Don't Be a Bozo!
Do you know who the first Bozo was? When you hear that question, you may think I’m talking about the clown and who first played him. We'll get back to the clown. However, my meaning is about where the name most likely originated.
Probably the name Bozo comes from a historical character who lived nearly a thousand years ago. A man named Boso (spelled with an s) was an abbot in a French abbey. Boso and the church father Anselm corresponded a great deal about theological matters in the eleventh century, so much so that Anselm used Boso as a foil in his famous work Cur Deus Homo (Why God Became Man). In this book, Anselm has Boso asking questions, and in response Anselm explains thoroughly to him why the Son of God had to become man in order to redeem us. As one person stated in a New York Times editorial, "Boso is the dummy, often obtuse, allowing Anselm to chide him, defeat his views and continue in a teacher-to-student relation.” Anselm proves clearly, at Boso's expense, that no other means for accomplishing salvation would have sufficed.
This same article continues, “No doubt many a slow-witted monk was called 'Boso' by his fellows as Anselm's influence on Christian thought increased.” Most likely Boso became Bozo over time. If you think about the hairstyles of monks and then that of Bozo the Clown, it is not hard to imagine the evolutionary connection between this monk in history and our modern cartoon figure.
One of the striking things about Anselm's work is how Boso keeps looking at issues of salvation from a human perspective, mingling his experience with being a man into his understanding of how Christ must have behaved. Here is a case in point:
Boso: Though it were not against his will, since he agreed to the will of the Father; yet the Father seems to have bound him, as it were, by his injunction. For it is said that Christ "humbled himself, being made obedient to the Father even unto death, and that the death of the cross. For which cause God also hath highly exalted him;" and that "he learned obedience from the things which he suffered;" and that God spared not his own Son, but gave him up for us all." And likewise the Son says: "I came not to do my own will, but the will of him that sent me." And when about to suffer, he says; "As the Father hath given me commandment, so I do." Again: "The cup which the Father hath given me, shall I not drink it? " And, at another time : "Father, if it be possible, let this cup pass from me; nevertheless, not as I will, but as thou wilt." And again: "Father, if this cup may not pass from me except I drink it, thy will be done." In all these passages it would rather appear that Christ endured death by the constraint of obedience, than by the inclination of his own free will.

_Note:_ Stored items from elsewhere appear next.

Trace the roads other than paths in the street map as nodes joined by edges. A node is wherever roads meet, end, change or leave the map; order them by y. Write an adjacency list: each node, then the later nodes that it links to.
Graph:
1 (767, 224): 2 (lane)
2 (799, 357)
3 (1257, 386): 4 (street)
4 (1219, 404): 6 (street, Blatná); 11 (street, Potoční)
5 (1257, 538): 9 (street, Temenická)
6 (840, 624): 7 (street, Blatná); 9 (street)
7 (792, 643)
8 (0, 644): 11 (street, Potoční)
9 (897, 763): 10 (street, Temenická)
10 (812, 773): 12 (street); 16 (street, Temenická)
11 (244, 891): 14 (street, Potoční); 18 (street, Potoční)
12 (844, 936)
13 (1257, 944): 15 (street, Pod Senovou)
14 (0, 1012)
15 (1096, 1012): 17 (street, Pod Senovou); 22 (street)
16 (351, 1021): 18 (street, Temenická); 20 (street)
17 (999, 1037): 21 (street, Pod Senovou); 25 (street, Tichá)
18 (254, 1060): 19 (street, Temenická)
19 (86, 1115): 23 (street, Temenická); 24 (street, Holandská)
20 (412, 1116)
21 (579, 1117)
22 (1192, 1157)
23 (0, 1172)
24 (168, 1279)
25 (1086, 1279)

Notice how Boso portrays Christ as having to have been constrained in obedience, rather than freely offering it to the Father. Why? Because Boso failed to make a proper distinction. Anselm answers in this manner.
Anselm: It seems to me that you do not rightly understand the difference between what he did at the demand of obedience, and what he suffered, not demanded by obedience, but inflicted on him, because he kept his obedience perfect.
I raise this example as a reminder to us how easy it is to fall into theological confusion by imputing to God human thoughts and actions, as Boso was doing. As a friend reminded me recently, often the only difference between truth and heresy is turning a God-given distinction into a man-made separation. We must always be humble in our theology, practicing both an exacting precision where God's Word has revealed truth clearly to us and an eager trust in the Lord when we simply cannot know (Deuteronomy 29:29). At the heart of true theology is always faith in Christ.
Otherwise, we do become clowns. We will have exaggerated thoughts of our own abilities and knowledge while most everyone else is laughing at us. The sad irony is that in so doing we can make the church a circus instead of the cathedral it is supposed to be. To prevent this, let us hear Anselm once again.
For I do not seek to understand in order to believe, but I believe in order to understand. For I believe this: unless I believe, I will not understand.